Утраченное утро жизни | страница 41



— Гама! Я здесь!

Господи, это был он! Но Гама, не глядя на меня, взял свой багаж из рук сестры и, поднявшись в машину, сел рядом.

— Гама! — шептал я, задыхаясь от счастья. — Так ты… Ты возвращаешься? Не бросаешь семинарию?

— Как видишь, — ответил он хрипло. — Но только они во мне обманываются.

Тут я рассказал Гаме о своей стычке с доной Эстефанией, понимая, что именно это особенно нас сблизит. Он повернул ко мне свою тяжелую голову и улыбнулся. И я почувствовал себя еще счастливее, будто теперь нас с ним от холода укрывало одно общее одеяло. И в темной атмосфере братства Гама, как пророк, поведал мне о возможном чуде:

— Ты никому не скажешь о том, что услышишь? Поклянись, что нет!

— Клянусь, Гама. Клянусь, что никому ничего не скажу.

— Ну слушай! Точно клянешься?

— Клянусь прахом отца.

— Хорошо. Так я тебе скажу, что через месяц ты оставишь семинарию.

— Как это?

— Не спрашивай больше ничего, потому что я не могу все сказать. Но я тебе обещаю, через месяц, не больше…

Он не закончил фразу. То был секрет, страшный секрет, который давно его мучил и вдруг вот так вышел наружу. Я попытался додумать сказанное, но не смог. Наш грузовичок уже хрипел на подъеме к Гуарде, а мы, целиком беззащитные, теряли самих себя среди сосредоточенного спокойствия пассажиров, уже зависших в машине над лежащей внизу длинной долиной. Мелкий моросящий дождик теперь бил в переднее стекло и стекал по нему и боковым стеклам. Наконец, взяв крутой подъем, словно взойдя на Голгофу, грузовичок открыл двери — и быстро выбросил нас на Соборную площадь. Дикий необузданный ветер скакал по улицам, кружил по площади, разгонял дождевые тучи. Унылый, оставленный всеми пассажирами, разбежавшимися от дождя кто куда, я смотрел вокруг себя, точно находился в астральной бесконечности…

Но Гама уже раскрыл свой зонтик с массивной ручкой и взял меня под свою защиту.

— Где будем есть?

— У меня еда с собой, — ответил мне Гама. — Но мы можем пойти куда хочешь.
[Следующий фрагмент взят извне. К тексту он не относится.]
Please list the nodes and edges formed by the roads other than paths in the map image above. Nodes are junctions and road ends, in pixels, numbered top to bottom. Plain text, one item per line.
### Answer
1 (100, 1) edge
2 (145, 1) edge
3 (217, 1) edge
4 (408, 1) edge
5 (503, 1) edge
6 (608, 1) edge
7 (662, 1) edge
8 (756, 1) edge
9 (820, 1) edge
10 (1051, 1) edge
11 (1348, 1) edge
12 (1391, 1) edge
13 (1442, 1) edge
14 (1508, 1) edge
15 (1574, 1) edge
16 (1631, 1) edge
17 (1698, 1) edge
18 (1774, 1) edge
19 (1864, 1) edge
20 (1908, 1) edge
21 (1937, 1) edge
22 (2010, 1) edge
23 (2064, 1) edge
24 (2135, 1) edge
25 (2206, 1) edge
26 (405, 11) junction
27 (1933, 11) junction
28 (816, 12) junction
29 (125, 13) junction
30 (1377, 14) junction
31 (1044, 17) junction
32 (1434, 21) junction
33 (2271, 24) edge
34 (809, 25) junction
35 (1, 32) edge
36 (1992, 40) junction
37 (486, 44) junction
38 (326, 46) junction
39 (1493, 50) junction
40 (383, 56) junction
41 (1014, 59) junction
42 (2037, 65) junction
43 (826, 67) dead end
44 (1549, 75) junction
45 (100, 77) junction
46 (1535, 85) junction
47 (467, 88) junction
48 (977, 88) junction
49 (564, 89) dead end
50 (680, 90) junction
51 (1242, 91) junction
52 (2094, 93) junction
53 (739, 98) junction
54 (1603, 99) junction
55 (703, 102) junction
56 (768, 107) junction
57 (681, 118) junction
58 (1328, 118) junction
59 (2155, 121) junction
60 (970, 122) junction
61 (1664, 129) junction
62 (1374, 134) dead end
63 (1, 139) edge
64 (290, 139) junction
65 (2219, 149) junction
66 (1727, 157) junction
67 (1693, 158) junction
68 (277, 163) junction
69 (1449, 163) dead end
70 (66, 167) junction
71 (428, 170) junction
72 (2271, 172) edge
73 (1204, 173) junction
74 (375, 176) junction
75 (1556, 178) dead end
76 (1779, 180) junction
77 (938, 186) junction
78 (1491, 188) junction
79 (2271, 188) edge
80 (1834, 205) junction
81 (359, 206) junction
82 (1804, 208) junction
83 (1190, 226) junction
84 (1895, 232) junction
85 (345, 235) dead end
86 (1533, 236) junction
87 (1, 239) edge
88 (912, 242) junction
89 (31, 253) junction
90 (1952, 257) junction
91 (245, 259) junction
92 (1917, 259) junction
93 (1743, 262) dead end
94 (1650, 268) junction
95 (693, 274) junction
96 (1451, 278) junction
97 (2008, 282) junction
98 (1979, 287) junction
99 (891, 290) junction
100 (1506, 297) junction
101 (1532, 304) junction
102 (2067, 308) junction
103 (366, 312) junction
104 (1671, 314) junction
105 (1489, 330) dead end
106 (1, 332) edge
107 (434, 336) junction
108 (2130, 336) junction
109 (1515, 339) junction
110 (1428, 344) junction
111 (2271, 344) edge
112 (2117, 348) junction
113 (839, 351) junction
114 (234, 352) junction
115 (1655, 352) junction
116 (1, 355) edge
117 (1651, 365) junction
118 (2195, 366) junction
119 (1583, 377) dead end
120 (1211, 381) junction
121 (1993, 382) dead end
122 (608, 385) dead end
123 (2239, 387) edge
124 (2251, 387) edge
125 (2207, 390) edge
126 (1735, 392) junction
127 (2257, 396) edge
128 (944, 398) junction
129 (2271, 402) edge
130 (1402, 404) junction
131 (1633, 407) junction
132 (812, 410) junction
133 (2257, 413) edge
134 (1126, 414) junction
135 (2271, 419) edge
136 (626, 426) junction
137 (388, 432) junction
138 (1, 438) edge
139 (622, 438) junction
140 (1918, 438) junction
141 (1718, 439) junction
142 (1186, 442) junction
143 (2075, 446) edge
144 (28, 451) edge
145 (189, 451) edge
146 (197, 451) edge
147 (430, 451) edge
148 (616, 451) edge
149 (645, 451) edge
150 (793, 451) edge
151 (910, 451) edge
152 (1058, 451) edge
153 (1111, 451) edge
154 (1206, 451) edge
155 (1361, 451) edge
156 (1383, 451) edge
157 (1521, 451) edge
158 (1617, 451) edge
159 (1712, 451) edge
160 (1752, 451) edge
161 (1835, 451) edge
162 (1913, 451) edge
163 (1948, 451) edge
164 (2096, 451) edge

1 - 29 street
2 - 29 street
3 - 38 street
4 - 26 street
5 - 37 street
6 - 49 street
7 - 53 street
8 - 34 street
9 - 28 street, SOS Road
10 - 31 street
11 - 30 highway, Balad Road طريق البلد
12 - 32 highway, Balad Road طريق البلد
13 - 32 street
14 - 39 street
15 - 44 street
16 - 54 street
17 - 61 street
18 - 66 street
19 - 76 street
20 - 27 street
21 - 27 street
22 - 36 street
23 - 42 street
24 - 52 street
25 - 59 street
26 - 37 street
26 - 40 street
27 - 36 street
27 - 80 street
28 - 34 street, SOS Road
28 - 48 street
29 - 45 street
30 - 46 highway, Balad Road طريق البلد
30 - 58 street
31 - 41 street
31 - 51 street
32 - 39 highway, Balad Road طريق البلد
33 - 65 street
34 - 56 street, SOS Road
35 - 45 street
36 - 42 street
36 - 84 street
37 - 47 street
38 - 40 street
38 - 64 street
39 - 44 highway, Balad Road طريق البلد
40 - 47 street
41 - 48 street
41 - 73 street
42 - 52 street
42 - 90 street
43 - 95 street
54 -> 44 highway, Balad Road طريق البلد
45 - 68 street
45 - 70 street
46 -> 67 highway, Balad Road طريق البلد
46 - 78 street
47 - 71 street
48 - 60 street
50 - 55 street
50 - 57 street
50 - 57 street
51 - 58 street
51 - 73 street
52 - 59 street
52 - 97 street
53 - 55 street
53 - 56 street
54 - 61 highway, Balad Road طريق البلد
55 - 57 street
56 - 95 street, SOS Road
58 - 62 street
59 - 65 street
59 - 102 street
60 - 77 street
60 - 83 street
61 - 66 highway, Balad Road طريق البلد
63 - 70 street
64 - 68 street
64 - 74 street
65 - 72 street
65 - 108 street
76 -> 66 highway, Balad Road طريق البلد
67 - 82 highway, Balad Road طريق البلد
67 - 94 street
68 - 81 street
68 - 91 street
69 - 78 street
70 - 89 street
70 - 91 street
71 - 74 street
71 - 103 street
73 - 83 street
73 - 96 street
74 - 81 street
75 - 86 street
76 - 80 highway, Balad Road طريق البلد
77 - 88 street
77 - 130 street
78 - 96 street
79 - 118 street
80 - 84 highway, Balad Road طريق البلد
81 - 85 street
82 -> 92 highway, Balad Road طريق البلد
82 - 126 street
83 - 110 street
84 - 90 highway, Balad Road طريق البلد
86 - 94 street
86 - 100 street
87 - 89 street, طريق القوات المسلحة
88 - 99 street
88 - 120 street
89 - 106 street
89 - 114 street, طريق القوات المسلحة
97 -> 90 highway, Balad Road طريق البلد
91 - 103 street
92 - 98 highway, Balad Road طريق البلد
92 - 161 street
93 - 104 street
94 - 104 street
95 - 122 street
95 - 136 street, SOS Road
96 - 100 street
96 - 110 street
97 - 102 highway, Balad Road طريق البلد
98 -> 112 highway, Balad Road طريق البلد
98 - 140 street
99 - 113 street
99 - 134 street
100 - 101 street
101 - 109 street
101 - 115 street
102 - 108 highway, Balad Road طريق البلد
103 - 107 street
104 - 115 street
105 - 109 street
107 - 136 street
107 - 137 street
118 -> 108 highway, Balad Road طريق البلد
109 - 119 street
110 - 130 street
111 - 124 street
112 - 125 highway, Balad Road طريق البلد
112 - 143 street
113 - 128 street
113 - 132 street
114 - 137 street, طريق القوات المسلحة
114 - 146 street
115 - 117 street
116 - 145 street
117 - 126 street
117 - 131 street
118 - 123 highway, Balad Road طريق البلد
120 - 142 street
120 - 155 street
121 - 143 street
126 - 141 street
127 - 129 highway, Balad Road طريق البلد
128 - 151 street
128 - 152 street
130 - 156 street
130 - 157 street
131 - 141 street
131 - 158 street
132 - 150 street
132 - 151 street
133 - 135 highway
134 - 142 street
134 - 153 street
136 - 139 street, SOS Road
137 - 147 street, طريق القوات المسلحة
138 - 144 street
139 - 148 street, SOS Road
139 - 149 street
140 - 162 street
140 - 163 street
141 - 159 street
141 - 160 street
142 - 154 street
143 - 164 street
Я испугался, что он меня снова потянет в пансион, как в прошлый раз, но Гама успокоил меня:

— У меня идея пойти на станцию. Там есть чистый магазинчик, там и поедим.
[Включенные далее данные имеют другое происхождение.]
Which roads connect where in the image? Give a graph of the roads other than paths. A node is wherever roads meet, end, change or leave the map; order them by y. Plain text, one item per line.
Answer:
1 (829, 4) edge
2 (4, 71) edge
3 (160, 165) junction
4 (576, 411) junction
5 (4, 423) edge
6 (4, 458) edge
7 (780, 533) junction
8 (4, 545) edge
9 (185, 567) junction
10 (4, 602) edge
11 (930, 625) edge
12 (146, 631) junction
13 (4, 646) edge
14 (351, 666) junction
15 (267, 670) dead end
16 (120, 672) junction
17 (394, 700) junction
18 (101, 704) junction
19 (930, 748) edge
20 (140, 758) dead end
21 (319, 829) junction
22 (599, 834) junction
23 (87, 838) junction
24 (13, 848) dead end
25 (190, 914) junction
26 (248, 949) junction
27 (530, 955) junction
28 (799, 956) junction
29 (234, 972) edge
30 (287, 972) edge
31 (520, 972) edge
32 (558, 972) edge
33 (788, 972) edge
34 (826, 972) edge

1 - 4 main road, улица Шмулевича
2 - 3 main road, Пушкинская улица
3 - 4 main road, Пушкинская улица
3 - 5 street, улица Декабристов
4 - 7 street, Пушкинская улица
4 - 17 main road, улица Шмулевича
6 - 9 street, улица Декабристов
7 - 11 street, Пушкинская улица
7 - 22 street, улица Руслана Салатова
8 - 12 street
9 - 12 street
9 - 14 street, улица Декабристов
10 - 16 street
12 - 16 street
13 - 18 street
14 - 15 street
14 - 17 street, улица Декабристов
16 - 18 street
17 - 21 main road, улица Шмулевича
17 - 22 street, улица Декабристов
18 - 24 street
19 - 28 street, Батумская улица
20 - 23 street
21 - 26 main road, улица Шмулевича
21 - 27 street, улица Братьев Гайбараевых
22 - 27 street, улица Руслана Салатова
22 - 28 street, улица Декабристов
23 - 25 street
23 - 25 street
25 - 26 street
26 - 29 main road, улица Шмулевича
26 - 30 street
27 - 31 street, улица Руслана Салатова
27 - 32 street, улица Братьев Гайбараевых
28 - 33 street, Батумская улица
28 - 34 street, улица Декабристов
Мы сели в другой грузовичок и спустились к станции. У Гамы был ржаной хлеб, колбаса, маслины и сухие фиги. Я старался освоиться, взял два стакана белого вина. Потом, поев, так как Гама был вынужден навестить живущего здесь односельчанина, для которого привез творог, я остался один. И стоя у окна, стал глядеть на улицу, убивая время. По идущей напротив и утопающей в грязи дороге время от времени, спасаясь от дождя, пробегал застигнутый потоками воды прохожий или, штурмуя непогоду, проезжал автомобиль с опущенными стеклами. Потом все стихало и наступала тишина, удушливая и влажная, как продолжительный холодный пот. На фасадах домов появились мокрые пятна, бегущие по грязи машины рычали, от моего горячего дыхания запотело стекло, и все исчезло из моего поля зрения. Продрогший от сырости, с холодными ногами и в мокром пальто, я, как мог, превозмогал усталость, отрешившись от всего на свете. Наконец вернулся Гама. Брюки его были закатаны до завязок подштанников, месившие грязь сапоги — все в глине. Между тем, несмотря на непогоду, на станцию пребывали семинаристы, кто на осле, кто пешком, а кто и на попутных машинах.